Based on the present literature, the authors recommend that an ERAS protocol for CMs should place a large emphasis on patient education so that realistic expectations can be established for the immediate and long-term postoperative period. Specifically, the protocol must ensure that all healthcare team members be able to explain that treatment may not resolve their symptomology, and that functional decline may likely present with greater deficits than were initially present following surgery. This helps to deter distrust and patient dissatisfaction, better preparing patients for surgery and the rehabilitation process afterwards. The necessity of early intervention should be stressed to patients, since it is a positive predictor of improved outcomes. For the intraoperative period, the present literature suggests a minimally invasive keyhole approach is associated with better outcomes. In addition, standard neurosurgical monitoring should always be employed, including maintenance of MAP at 85 mm Hg. We recommend GTR with sparing of the hemosiderin ring and cryptic malformations, while avoiding piecemeal resection when possible. The authors also present the option of CO2 laser resection in conjunction with standard techniques to reduce the risk of swelling and edema.

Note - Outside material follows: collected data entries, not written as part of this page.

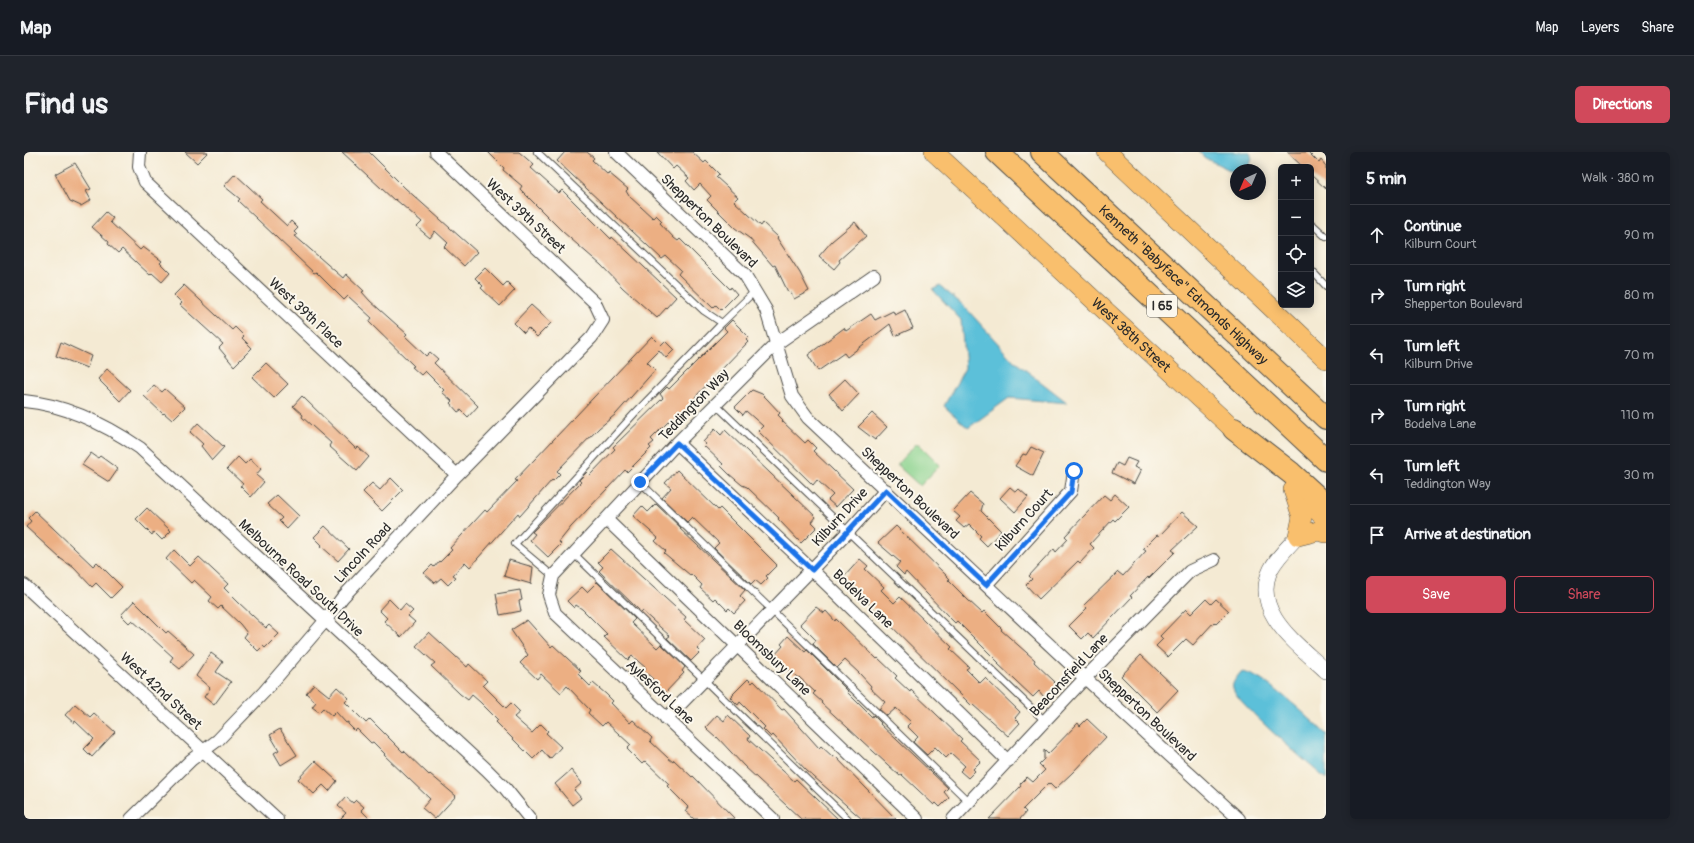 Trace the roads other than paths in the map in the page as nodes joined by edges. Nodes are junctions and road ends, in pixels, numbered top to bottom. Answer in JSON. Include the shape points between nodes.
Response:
{"nodes":[{"id":1,"x":140,"y":152,"type":"edge"},
{"id":2,"x":436,"y":152,"type":"edge"},
{"id":3,"x":537,"y":152,"type":"edge"},
{"id":4,"x":616,"y":152,"type":"edge"},
{"id":5,"x":934,"y":152,"type":"edge"},
{"id":6,"x":997,"y":152,"type":"edge"},
{"id":7,"x":1042,"y":152,"type":"edge"},
{"id":8,"x":1107,"y":152,"type":"edge"},
{"id":9,"x":1314,"y":226,"type":"edge"},
{"id":10,"x":1326,"y":237,"type":"edge"},
{"id":11,"x":1313,"y":272,"type":"edge"},
{"id":12,"x":874,"y":276,"type":"dead end"},
{"id":13,"x":1325,"y":282,"type":"edge"},
{"id":14,"x":755,"y":291,"type":"junction"},
{"id":15,"x":596,"y":303,"type":"joint"},
{"id":16,"x":722,"y":323,"type":"junction"},
{"id":17,"x":776,"y":344,"type":"junction"},
{"id":18,"x":1326,"y":359,"type":"edge"},
{"id":19,"x":24,"y":402,"type":"edge"},
{"id":20,"x":715,"y":404,"type":"junction"},
{"id":21,"x":1326,"y":418,"type":"edge"},
{"id":22,"x":1234,"y":429,"type":"junction"},
{"id":23,"x":677,"y":443,"type":"junction"},
{"id":24,"x":1326,"y":460,"type":"edge"},
{"id":25,"x":1074,"y":471,"type":"dead end"},
{"id":26,"x":457,"y":475,"type":"junction"},
{"id":27,"x":640,"y":482,"type":"junction"},
{"id":28,"x":1292,"y":487,"type":"junction"},
{"id":29,"x":886,"y":490,"type":"junction"},
{"id":30,"x":1326,"y":505,"type":"edge"},
{"id":31,"x":606,"y":519,"type":"junction"},
{"id":32,"x":1326,"y":519,"type":"edge"},
{"id":33,"x":849,"y":531,"type":"junction"},
{"id":34,"x":1326,"y":533,"type":"edge"},
{"id":35,"x":1298,"y":536,"type":"junction"},
{"id":36,"x":572,"y":553,"type":"junction"},
{"id":37,"x":1214,"y":560,"type":"dead end"},
{"id":38,"x":812,"y":570,"type":"junction"},
{"id":39,"x":553,"y":576,"type":"junction"},
{"id":40,"x":24,"y":585,"type":"edge"},
{"id":41,"x":986,"y":585,"type":"junction"},
{"id":42,"x":772,"y":610,"type":"junction"},
{"id":43,"x":325,"y":621,"type":"junction"},
{"id":44,"x":738,"y":646,"type":"junction"},
{"id":45,"x":1326,"y":671,"type":"edge"},
{"id":46,"x":1085,"y":678,"type":"junction"},
{"id":47,"x":704,"y":680,"type":"junction"},
{"id":48,"x":666,"y":719,"type":"junction"},
{"id":49,"x":1046,"y":722,"type":"junction"},
{"id":50,"x":204,"y":751,"type":"junction"},
{"id":51,"x":1008,"y":761,"type":"junction"},
{"id":52,"x":969,"y":802,"type":"junction"},
{"id":53,"x":131,"y":819,"type":"edge"},
{"id":54,"x":277,"y":819,"type":"edge"},
{"id":55,"x":530,"y":819,"type":"edge"},
{"id":56,"x":773,"y":819,"type":"edge"},
{"id":57,"x":848,"y":819,"type":"edge"},
{"id":58,"x":917,"y":819,"type":"edge"},
{"id":59,"x":953,"y":819,"type":"edge"},
{"id":60,"x":1239,"y":819,"type":"edge"}],
"edges":[{"from":1,"to":26,"type":"street","name":"West 39th Place","via":[[139,170],[145,182]]},
{"from":2,"to":15,"type":"street","name":"West 39th Street"},
{"from":3,"to":16,"type":"lane","via":[[704,311]]},
{"from":4,"to":14,"type":"street","name":"Shepperton Boulevard","via":[[745,275]]},
{"from":5,"to":22,"type":"main road","name":"West 38th Street"},
{"from":6,"to":24,"type":"highway","number":"I 65"},
{"from":7,"to":21,"type":"highway","name":"Kenneth \"Babyface\" Edmonds Highway","number":"I 65"},
{"from":8,"to":18,"type":"main road"},
{"from":9,"to":10,"type":"lane"},
{"from":11,"to":13,"type":"lane"},
{"from":12,"to":17,"type":"street","name":"Teddington Way"},
{"from":14,"to":16,"type":"lane"},
{"from":14,"to":17,"type":"street","name":"Shepperton Boulevard","via":[[766,310]]},
{"from":15,"to":26,"type":"street","name":"Lincoln Road","via":[[603,320],[592,337]]},
{"from":16,"to":39,"type":"lane","via":[[634,414],[515,544]]},
{"from":17,"to":20,"type":"street","name":"Teddington Way"},
{"from":17,"to":29,"type":"street","name":"Shepperton Boulevard","via":[[792,396],[808,418]]},
{"from":19,"to":43,"type":"street","name":"Melbourne Road South Drive","via":[[84,416],[140,448]]},
{"from":20,"to":23,"type":"street","name":"Teddington Way"},
{"from":20,"to":33,"type":"lane"},
{"from":22,"to":28,"type":"main road","name":"West 38th Street"},
{"from":22,"to":30,"type":"highway","via":[[1291,473]]},
{"from":23,"to":27,"type":"street","name":"Teddington Way"},
{"from":23,"to":38,"type":"street","name":"Bodelva Lane"},
{"from":25,"to":41,"type":"street","name":"Kilburn Court","via":[[1071,492]]},
{"from":26,"to":43,"type":"street","name":"Lincoln Road","via":[[342,598]]},
{"from":27,"to":31,"type":"street","name":"Teddington Way"},
{"from":27,"to":42,"type":"lane"},
{"from":28,"to":32,"type":"main road","name":"West 38th Street"},
{"from":28,"to":35,"type":"main road","via":[[1301,513],[1302,524]]},
{"from":29,"to":33,"type":"street","name":"Kilburn Drive"},
{"from":29,"to":41,"type":"street","name":"Shepperton Boulevard"},
{"from":31,"to":36,"type":"street","name":"Teddington Way"},
{"from":31,"to":44,"type":"street","name":"Bloomsbury Lane"},
{"from":33,"to":38,"type":"street","name":"Kilburn Drive"},
{"from":33,"to":49,"type":"lane"},
{"from":34,"to":35,"type":"main road","via":[[1318,531]]},
{"from":35,"to":45,"type":"street","via":[[1271,569],[1267,581],[1268,602],[1274,619],[1281,628]]},
{"from":36,"to":39,"type":"street","name":"Teddington Way"},
{"from":36,"to":47,"type":"lane"},
{"from":37,"to":46,"type":"street","name":"Beaconsfield Lane","via":[[1190,571]]},
{"from":38,"to":42,"type":"street","name":"Kilburn Drive"},
{"from":38,"to":51,"type":"street","name":"Bodelva Lane"},
{"from":39,"to":48,"type":"street","name":"Aylesford Lane","via":[[550,595],[555,613]]},
{"from":40,"to":50,"type":"street","name":"West 42nd Street"},
{"from":41,"to":46,"type":"street","name":"Shepperton Boulevard"},
{"from":42,"to":44,"type":"street","name":"Kilburn Drive"},
{"from":42,"to":52,"type":"lane"},
{"from":43,"to":50,"type":"street","name":"Lincoln Road","via":[[264,692]]},
{"from":43,"to":55,"type":"street","name":"Melbourne Road South Drive","via":[[486,769]]},
{"from":44,"to":47,"type":"street","name":"Kilburn Drive"},
{"from":44,"to":58,"type":"street","name":"Bloomsbury Lane"},
{"from":46,"to":49,"type":"street","name":"Beaconsfield Lane"},
{"from":46,"to":60,"type":"street","name":"Shepperton Boulevard"},
{"from":47,"to":48,"type":"street","name":"Kilburn Drive"},
{"from":47,"to":57,"type":"lane"},
{"from":48,"to":56,"type":"street","name":"Aylesford Lane"},
{"from":49,"to":51,"type":"street","name":"Beaconsfield Lane"},
{"from":50,"to":53,"type":"street","name":"Lincoln Road","via":[[191,760]]},
{"from":50,"to":54,"type":"street","name":"West 42nd Street"},
{"from":51,"to":52,"type":"street","name":"Beaconsfield Lane"},
{"from":52,"to":59,"type":"street","name":"Beaconsfield Lane"}]}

In the postoperative period, transient worsening is to be expected and, depending on the patient’s baseline neurologic status prior to surgery, there may be persistent dysfunction indicative of SCI. For this reason, an extensive postoperative rehabilitation process utilizing both physical and occupational therapy is necessary. As further advancements are made with respect to the treatment of spinal CMs, more evidence-based improvements can eventually be integrated into a formal ERAS protocol.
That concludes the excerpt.